(Saved entries)
"""

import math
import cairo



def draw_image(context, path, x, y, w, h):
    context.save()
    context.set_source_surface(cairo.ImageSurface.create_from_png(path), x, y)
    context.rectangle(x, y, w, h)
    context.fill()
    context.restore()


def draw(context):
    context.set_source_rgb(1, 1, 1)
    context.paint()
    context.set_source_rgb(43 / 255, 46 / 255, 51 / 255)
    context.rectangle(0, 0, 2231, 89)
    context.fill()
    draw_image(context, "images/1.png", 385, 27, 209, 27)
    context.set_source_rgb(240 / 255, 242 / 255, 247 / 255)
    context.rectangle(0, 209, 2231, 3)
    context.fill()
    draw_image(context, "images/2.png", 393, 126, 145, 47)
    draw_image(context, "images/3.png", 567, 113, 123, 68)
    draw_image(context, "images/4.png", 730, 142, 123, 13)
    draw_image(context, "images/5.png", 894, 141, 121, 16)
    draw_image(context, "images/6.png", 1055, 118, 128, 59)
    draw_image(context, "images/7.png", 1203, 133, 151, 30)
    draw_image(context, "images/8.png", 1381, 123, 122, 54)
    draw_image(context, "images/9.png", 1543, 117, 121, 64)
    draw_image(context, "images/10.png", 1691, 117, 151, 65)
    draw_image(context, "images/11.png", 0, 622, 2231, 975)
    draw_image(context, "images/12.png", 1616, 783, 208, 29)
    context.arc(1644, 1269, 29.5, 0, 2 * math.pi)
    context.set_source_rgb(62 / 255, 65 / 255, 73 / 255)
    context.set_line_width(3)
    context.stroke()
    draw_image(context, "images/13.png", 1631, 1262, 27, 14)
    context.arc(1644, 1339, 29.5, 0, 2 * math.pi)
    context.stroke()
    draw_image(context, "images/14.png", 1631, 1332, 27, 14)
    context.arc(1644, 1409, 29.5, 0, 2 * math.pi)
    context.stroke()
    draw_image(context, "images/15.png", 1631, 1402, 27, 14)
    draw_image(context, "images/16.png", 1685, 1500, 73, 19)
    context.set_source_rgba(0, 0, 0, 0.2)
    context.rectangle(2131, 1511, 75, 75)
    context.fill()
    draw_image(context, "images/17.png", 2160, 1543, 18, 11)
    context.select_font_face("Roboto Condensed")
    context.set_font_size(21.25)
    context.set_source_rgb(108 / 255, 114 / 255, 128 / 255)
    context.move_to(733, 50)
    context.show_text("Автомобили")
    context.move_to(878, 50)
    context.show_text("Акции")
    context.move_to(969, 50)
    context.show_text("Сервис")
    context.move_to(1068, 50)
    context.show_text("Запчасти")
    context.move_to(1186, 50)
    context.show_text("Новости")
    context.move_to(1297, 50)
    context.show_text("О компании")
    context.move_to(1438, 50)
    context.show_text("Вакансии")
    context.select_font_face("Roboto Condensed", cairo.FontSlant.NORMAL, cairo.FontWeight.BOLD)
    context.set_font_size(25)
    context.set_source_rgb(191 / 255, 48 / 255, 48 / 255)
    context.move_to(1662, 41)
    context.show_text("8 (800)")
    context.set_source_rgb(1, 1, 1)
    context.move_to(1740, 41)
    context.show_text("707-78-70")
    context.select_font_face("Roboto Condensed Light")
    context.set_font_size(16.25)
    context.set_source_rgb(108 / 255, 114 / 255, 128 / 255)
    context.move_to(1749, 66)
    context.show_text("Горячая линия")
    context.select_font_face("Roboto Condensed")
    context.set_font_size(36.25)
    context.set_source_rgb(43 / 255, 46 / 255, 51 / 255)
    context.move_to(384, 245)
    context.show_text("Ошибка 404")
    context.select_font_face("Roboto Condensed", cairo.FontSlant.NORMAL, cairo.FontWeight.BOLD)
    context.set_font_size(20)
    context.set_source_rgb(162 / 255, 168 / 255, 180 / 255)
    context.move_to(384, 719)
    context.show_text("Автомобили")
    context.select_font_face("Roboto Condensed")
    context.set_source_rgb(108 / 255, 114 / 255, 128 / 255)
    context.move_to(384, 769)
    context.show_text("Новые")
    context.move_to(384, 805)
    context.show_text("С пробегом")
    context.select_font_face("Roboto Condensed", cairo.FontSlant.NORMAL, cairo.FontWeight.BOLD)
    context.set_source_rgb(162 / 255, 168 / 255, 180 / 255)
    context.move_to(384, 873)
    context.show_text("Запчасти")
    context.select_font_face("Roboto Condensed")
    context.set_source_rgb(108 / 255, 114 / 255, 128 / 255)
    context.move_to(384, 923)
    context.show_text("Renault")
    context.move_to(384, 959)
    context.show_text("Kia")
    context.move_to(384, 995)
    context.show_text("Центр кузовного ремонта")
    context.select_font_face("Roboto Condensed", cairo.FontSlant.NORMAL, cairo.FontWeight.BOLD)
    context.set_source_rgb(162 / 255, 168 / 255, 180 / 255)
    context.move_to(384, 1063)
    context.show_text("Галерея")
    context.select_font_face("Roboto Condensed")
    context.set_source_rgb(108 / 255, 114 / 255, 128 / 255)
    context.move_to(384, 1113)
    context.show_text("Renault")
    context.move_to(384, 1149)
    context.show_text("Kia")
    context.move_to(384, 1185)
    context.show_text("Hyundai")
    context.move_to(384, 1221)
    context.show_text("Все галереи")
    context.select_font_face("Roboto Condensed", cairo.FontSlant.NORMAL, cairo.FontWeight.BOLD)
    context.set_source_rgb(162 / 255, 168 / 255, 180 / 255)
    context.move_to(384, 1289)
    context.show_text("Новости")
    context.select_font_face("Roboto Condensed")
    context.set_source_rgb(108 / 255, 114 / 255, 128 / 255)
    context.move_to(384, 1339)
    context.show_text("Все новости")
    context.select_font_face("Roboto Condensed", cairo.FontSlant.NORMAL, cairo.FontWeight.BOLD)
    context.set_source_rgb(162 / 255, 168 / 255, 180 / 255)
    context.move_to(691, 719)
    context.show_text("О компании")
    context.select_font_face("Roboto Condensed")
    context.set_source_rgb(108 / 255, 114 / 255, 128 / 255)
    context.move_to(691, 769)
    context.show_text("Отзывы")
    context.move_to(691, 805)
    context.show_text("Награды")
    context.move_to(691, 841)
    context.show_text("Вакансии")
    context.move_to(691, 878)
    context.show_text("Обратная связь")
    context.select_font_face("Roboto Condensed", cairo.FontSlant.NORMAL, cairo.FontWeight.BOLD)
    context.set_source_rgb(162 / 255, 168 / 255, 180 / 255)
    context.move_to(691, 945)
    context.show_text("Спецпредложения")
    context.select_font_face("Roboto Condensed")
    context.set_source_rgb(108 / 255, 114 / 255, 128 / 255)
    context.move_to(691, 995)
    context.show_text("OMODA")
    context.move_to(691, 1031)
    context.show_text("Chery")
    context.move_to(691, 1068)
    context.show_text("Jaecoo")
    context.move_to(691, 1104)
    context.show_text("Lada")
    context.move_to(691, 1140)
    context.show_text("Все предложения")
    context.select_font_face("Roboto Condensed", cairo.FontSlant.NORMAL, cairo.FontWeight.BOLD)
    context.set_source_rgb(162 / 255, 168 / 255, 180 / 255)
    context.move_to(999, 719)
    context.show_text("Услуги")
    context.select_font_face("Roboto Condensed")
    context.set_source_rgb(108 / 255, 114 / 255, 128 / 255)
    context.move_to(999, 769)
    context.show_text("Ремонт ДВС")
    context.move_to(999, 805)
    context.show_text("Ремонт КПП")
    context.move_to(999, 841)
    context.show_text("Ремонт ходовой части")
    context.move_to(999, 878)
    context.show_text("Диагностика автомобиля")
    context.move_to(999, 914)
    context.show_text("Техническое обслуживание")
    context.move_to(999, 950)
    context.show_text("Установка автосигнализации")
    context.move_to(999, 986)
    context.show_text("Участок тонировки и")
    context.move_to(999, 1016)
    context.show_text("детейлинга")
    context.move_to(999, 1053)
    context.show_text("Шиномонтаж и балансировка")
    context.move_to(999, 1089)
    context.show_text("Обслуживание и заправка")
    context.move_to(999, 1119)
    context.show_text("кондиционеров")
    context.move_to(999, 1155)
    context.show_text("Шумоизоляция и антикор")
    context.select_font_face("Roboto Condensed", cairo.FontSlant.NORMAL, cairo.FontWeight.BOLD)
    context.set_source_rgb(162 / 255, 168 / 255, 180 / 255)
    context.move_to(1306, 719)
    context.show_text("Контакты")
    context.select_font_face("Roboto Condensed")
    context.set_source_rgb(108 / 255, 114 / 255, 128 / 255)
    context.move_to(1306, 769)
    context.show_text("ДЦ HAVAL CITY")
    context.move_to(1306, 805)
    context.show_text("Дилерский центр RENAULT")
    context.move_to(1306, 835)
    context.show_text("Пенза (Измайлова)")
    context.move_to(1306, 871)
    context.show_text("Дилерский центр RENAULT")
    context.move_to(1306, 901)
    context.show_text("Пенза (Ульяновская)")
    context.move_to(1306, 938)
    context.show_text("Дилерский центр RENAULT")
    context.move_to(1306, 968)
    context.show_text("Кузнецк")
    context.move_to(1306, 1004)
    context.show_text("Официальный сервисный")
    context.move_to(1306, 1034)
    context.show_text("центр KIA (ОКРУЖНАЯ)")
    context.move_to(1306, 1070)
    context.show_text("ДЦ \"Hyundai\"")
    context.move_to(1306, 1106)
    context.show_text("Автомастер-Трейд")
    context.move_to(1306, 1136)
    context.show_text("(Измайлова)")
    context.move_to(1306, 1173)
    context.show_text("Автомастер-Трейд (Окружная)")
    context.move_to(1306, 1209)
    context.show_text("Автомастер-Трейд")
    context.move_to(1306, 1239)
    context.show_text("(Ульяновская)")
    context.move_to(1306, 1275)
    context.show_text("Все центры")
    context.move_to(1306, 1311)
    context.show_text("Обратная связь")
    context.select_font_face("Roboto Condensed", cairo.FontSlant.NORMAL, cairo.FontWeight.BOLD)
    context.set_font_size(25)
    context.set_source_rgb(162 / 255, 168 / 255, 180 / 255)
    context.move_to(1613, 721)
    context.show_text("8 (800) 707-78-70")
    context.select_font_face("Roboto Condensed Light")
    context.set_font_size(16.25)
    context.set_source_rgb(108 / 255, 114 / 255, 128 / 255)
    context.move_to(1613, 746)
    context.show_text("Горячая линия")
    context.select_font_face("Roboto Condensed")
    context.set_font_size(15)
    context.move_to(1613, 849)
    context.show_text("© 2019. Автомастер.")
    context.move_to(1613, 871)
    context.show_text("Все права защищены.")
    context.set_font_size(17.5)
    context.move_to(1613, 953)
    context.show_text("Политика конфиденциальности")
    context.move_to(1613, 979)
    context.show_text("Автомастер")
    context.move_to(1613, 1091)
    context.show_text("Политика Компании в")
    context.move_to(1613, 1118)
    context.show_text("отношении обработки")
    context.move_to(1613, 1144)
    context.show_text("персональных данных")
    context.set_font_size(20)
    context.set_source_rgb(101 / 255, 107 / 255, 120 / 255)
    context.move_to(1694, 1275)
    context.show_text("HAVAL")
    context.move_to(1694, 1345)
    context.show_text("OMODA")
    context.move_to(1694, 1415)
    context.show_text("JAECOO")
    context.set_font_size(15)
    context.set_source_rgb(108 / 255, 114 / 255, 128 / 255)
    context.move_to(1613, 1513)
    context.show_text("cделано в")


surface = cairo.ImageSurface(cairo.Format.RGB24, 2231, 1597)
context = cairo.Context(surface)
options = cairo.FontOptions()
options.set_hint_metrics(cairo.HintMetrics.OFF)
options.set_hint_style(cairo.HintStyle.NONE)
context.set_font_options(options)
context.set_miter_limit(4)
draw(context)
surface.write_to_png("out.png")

"""

*PROBLEM DETAILS*
Copy out the lines of the records above in which the string "ImageSurface" appears.

*RESULT OF THIS EXERCISE*
    context.set_source_surface(cairo.ImageSurface.create_from_png(path), x, y)
surface = cairo.ImageSurface(cairo.Format.RGB24, 2231, 1597)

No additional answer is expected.